The Judgment of the Trial Court is vacated, and upon remand, the Trial Judge is directed to establish the amount each party is entitled to, starting with the equal division of the property in accordance with this Opinion, and to, reconsider whether both parties are entitled to an award of attorney’s fees.
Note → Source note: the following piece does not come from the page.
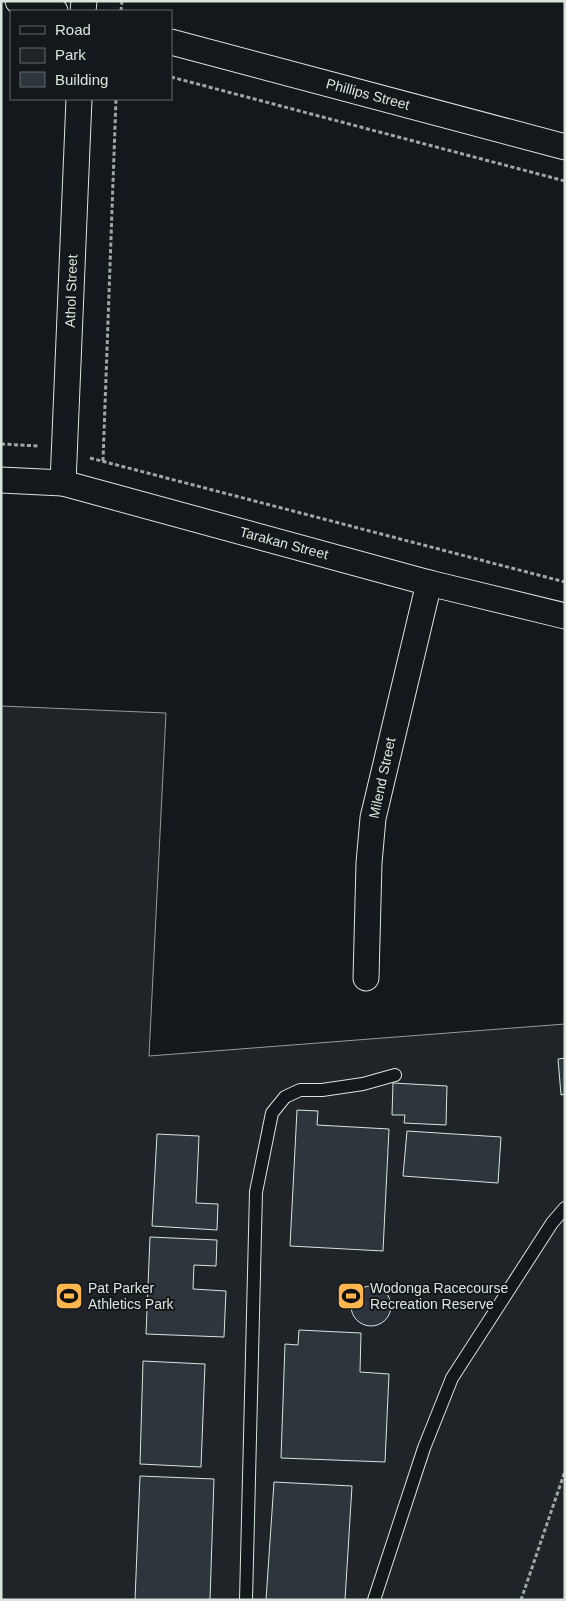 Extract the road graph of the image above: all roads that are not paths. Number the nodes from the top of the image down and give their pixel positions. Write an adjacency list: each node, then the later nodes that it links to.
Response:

The cost of the appeal is equally divided between the parties. 
      
      . The expenditures for which Lambert seeks compensation can be divided into three categories: (1) the purchase price for the Property, (2) construction expenditures paid for using Mr. Lambert's personal assets rather than the construction loan account, and (3) payments toward the mortgage, property taxes, and- homeowner's insurance.
     
      
      . The are five primary principles governing compensation in the partition context. First, the courts will compensate a cotenant who improved the jointly owned property as long as the improvements enhanced the property’s value. Broyles v. Waddel, 58 Tenn. 32, 1872 WL 3987, at *4-5 (Tenn.1872); Butler v. Butler, No. 86-60-11, 1986 WL 8593, at *2 (Tenn.Ct.App. Aug.6, 1986). Generally, the amount of this compensation cannot exceed the amount by which the improvements enhanced the land’s value. Wilburn v. Kingsley, 3 Tenn. App. 88, 1926 WL 2026, at *10 (Tenn.Ct.App.1926). Second, cotenants must equally contribute to satisfying encumbrances on the property. Tisdale v. Tisdale, 34 Tenn. 596, 1855 WL 2382, at *2-3 (Tenn.1855); Butler, 1986 WL 8593, at *2. Third, cotenants must also equally contribute to expenses for necessary repairs and maintenance of the jointly owned property. Broyles, 58 Tenn. 32, 1872 WL 3987, at *4; Butler, 1986 WL 8593, at *2. However, "a cotenant is not entitled to credit for the value of personal services in managing and caring for the property,” unless the co-tenants have an agreement to the contrary. Bunch v. Bunch, No. 02A01-9705-CH-00106, 1998 WL 46217, at *4 (Tenn.Ct.App. Jan.8, 1998). Fourth, a cotenant with sole possession of the property is liable to other coten-ants for any profits received in excess of his or her pro rata share. Omohundro v. Elkins, 109 Tenn. 711, 71 S.W. 590, 591 (1902); Bunch, 1998 WL 46217, at *4. Fifth, a coten-ant with sole possession of the property who has excluded his or her cotenants from the property or who has denied their title to any part of the property, must pay rent to the cotenants for the use and occupation of the property regardless of the profits received. Johnson v. Covington, 148 Tenn. 47, 251 S.W. 893, 898 (1923); Butler, 1986 WL 8593, at *2.
     
      
      . For purposes of determining the equities between the Parties, their cotenancy relationship is deemed to have existed since April 14, 1995, when Mr. Lambert conveyed a "One-Half (1/2) Undivided Interest in and to” the Property to Ms. Parker. (Exhibit 2). Although Ms. Parker did convey all of her interests in the Property to Mr. Lambert on January 4, 1996, this conveyance was never intended to end the Parties’ relationship as co-owners. Rather, the conveyance was only an act of chicanery intended to secure the best possible financing on the permanent loan. (R. Vol.II, pp. 37, 100); (Exhibit 5). Just four days after Ms. Parker’s Quitclaim Deed and the Deed of Trust securing the permanent loan were recorded on January 5, 1996 (Exhibits 5 & 16), Mr. Lambert signed another Quitclaim Deed reconveying the Property to himself and Ms. Parker as "joint tenants with right of survivorship for and during their joint natural lives, with the remainder over upon the death of either of them to the survivor of them-” (Exhibit 8). This Quitclaim Deed was recorded on January 10, 1996. (Exhibit 8). "Equity looks thru form to substance.” Lawman v. Barnett, 180 Tenn. 546, 177 S.W.2d 121, 130 (1944).